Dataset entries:

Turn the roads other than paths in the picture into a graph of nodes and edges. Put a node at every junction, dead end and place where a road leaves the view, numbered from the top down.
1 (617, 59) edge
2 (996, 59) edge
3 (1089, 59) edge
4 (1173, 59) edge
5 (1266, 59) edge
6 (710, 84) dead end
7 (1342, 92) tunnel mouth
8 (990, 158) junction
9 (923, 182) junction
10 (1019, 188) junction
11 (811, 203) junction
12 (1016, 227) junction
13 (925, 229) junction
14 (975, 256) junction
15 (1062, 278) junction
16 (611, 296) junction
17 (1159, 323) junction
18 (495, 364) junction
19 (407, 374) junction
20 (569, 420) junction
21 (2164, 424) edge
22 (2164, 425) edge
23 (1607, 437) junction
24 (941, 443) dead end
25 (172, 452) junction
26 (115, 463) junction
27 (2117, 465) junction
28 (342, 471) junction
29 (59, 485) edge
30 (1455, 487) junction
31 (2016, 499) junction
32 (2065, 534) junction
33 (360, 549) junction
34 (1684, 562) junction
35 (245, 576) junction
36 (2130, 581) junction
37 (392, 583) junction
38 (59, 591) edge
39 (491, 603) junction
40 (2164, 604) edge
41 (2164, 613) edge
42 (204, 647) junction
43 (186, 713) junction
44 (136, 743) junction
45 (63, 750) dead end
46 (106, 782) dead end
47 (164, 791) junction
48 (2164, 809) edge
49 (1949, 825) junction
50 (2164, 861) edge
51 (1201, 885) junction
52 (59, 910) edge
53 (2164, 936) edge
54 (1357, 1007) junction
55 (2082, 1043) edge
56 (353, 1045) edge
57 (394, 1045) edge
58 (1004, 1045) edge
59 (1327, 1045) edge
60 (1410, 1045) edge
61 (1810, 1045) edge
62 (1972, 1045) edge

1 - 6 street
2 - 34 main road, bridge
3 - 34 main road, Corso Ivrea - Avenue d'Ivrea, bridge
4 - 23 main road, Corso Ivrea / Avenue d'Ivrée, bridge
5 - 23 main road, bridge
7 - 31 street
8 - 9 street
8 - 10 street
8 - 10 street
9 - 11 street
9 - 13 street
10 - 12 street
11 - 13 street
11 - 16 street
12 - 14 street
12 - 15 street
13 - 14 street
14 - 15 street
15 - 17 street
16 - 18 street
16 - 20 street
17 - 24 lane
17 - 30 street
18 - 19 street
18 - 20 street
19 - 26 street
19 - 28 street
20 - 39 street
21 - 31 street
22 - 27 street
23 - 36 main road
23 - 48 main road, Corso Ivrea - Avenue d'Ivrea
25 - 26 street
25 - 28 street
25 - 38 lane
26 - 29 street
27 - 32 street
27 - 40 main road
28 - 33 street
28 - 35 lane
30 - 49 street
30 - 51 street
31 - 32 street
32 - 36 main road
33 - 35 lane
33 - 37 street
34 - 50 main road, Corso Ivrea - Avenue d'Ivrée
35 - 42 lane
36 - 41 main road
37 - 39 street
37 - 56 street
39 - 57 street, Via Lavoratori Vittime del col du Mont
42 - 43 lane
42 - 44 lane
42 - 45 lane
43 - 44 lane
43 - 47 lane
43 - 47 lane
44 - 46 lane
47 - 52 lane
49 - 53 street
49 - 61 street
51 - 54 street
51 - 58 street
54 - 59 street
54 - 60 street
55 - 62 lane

* * *

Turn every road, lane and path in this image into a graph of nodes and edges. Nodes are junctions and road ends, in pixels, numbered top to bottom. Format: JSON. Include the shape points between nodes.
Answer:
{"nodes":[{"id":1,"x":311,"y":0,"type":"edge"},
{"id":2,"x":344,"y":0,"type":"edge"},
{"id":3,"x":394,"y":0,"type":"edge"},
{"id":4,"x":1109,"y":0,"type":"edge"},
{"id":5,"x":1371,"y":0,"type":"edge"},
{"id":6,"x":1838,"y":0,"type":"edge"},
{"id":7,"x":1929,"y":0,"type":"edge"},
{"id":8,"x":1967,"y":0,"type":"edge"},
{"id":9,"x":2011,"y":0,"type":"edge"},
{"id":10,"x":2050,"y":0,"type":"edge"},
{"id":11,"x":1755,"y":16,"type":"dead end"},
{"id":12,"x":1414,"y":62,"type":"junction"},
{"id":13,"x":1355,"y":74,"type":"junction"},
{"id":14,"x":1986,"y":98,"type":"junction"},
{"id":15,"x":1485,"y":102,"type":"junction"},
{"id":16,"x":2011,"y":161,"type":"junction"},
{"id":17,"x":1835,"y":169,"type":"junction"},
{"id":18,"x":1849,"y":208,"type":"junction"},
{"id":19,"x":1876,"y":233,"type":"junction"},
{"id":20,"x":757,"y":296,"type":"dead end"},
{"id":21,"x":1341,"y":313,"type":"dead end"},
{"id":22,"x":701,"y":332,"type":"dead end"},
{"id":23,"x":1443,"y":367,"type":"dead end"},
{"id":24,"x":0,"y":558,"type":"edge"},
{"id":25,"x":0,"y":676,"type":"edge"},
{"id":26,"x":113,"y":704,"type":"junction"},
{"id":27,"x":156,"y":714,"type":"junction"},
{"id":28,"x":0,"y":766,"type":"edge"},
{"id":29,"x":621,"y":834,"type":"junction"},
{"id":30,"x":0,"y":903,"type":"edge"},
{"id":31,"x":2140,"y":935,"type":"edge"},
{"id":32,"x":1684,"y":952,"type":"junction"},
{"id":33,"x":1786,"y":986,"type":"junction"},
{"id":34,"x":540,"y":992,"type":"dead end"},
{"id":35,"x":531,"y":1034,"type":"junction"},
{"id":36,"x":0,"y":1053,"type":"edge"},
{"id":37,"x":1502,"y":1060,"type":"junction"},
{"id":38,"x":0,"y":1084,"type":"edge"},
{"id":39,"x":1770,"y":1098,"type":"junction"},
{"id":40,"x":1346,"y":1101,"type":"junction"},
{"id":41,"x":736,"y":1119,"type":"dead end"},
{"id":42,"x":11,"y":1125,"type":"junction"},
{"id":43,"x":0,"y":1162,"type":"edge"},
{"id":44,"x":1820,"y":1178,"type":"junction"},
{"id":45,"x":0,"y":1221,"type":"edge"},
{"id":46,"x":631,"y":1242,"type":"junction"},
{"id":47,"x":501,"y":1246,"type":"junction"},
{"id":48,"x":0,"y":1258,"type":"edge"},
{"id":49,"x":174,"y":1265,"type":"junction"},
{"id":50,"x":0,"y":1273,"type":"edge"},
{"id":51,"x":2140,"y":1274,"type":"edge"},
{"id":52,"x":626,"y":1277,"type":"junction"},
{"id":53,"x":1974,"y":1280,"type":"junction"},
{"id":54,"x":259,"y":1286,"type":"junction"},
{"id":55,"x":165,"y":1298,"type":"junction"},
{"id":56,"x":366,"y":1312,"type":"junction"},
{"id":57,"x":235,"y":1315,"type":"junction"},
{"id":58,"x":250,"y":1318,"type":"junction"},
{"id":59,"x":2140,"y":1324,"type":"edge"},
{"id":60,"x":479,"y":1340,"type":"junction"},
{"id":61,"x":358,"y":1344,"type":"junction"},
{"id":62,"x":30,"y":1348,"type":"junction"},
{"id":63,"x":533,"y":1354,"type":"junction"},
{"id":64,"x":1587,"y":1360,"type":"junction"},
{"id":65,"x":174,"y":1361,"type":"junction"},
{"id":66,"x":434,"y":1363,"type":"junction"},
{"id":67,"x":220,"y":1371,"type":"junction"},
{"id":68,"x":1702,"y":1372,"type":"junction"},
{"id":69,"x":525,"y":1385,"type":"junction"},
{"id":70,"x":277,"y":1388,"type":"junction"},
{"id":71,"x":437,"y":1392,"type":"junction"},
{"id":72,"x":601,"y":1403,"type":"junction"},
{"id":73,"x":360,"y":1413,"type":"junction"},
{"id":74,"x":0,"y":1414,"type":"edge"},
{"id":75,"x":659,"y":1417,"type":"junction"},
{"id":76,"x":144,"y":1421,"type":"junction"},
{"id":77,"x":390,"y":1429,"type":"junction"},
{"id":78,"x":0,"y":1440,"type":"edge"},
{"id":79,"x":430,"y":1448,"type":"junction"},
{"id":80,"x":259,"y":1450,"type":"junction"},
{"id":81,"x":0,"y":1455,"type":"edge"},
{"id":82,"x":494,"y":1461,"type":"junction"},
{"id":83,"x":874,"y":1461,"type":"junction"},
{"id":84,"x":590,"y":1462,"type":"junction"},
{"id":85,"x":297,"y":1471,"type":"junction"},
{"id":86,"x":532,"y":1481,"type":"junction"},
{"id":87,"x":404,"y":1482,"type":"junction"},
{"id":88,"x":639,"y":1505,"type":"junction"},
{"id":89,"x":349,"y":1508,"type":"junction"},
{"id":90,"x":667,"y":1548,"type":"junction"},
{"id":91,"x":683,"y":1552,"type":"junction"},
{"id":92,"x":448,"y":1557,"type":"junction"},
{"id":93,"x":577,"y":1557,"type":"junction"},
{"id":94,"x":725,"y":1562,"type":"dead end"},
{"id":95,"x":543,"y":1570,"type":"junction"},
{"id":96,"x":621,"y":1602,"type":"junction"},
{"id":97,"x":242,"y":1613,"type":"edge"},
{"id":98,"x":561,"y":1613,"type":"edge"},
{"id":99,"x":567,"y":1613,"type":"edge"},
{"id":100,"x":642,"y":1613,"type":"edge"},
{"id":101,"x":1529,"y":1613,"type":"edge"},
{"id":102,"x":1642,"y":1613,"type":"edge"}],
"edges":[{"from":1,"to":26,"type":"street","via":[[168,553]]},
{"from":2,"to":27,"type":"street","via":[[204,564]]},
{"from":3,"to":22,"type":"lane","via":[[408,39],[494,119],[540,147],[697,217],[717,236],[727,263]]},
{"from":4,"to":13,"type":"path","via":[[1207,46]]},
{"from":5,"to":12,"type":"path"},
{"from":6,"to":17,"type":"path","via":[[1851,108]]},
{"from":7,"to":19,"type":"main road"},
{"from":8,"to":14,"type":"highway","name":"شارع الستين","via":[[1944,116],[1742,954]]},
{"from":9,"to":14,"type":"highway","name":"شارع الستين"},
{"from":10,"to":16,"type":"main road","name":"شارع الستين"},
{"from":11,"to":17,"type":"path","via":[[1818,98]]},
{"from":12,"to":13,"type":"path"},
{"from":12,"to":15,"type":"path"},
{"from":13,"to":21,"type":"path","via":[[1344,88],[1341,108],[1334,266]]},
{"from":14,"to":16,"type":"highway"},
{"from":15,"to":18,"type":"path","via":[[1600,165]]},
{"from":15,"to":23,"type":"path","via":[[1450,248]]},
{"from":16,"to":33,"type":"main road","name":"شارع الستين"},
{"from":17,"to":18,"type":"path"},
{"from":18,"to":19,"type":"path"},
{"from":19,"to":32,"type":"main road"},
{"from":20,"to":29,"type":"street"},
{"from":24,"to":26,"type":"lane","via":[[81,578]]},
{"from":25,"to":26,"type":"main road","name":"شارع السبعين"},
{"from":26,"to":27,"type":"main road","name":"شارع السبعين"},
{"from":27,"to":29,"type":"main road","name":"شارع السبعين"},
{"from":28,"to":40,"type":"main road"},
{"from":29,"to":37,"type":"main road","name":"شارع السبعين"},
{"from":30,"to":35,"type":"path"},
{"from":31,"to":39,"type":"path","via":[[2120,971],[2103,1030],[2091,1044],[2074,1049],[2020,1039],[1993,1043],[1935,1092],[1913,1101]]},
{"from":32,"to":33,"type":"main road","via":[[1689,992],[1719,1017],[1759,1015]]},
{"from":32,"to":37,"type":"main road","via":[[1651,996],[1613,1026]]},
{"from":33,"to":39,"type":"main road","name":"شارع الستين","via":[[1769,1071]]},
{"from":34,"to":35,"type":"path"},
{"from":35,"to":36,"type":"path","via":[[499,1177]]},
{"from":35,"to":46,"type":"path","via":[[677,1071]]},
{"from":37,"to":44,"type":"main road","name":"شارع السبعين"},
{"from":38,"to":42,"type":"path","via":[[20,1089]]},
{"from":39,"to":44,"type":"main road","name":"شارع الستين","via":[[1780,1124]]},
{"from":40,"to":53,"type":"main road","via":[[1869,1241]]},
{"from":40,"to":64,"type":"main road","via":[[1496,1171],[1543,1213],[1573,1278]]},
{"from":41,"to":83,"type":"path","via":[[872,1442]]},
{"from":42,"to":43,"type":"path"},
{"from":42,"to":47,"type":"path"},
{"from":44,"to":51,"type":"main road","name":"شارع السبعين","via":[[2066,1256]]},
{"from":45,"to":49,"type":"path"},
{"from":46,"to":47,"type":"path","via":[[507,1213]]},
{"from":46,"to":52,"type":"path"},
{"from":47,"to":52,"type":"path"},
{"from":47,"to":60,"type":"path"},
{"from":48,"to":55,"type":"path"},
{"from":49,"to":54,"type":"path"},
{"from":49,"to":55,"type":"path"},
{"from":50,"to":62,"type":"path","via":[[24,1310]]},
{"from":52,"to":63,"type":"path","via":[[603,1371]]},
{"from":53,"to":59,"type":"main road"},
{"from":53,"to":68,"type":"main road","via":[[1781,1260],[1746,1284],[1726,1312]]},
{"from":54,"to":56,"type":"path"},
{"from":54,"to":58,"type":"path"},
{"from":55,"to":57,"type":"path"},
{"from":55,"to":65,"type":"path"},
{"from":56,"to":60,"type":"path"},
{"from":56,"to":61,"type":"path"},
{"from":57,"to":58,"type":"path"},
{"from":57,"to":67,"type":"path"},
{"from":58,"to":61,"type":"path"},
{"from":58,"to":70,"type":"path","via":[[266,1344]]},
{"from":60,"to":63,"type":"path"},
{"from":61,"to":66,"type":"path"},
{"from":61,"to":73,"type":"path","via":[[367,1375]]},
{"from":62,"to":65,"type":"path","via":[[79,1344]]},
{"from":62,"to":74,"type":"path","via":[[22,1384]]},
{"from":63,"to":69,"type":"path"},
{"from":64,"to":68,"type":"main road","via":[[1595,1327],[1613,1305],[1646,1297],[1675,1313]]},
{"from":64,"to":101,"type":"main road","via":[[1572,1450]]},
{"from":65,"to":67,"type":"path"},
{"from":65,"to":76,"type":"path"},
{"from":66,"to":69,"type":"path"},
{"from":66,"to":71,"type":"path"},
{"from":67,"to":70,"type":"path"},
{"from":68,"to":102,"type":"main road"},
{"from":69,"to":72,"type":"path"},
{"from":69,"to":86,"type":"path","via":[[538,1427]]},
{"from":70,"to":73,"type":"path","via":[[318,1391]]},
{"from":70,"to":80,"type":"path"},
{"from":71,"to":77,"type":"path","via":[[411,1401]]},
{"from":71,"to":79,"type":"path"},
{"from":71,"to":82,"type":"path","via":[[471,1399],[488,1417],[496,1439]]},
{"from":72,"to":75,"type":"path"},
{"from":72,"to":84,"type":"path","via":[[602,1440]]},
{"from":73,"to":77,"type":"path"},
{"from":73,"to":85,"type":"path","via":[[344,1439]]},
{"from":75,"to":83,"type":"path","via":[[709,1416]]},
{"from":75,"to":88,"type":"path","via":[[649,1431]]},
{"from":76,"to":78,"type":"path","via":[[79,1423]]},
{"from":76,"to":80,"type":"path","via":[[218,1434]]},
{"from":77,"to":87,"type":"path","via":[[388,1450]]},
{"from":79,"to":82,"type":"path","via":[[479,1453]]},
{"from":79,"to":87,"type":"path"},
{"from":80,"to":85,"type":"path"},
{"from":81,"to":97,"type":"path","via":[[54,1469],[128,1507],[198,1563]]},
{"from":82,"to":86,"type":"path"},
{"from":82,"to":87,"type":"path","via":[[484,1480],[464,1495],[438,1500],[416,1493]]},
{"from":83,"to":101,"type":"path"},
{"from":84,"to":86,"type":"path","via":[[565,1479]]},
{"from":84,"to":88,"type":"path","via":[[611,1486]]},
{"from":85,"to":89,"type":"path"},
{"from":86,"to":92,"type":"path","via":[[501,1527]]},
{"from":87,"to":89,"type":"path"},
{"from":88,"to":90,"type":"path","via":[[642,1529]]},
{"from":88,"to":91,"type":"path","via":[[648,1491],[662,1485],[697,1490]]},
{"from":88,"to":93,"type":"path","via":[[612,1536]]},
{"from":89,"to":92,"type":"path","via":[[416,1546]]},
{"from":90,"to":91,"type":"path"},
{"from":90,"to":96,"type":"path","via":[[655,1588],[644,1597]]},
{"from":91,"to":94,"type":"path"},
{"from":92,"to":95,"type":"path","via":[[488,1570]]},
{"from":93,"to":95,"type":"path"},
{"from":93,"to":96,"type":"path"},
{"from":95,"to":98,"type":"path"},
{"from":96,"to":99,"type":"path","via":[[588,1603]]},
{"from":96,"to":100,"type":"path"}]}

PROBLEM TO SOLVE: Whenever the word "nodes" shows up in a line of the entries above, copy that line.

ANSWER SECTION:
Turn the roads other than paths in the picture into a graph of nodes and edges. Put a node at every junction, dead end and place where a road leaves the view, numbered from the top down.
Turn every road, lane and path in this image into a graph of nodes and edges. Nodes are junctions and road ends, in pixels, numbered top to bottom. Format: JSON. Include the shape points between nodes.
{"nodes":[{"id":1,"x":311,"y":0,"type":"edge"},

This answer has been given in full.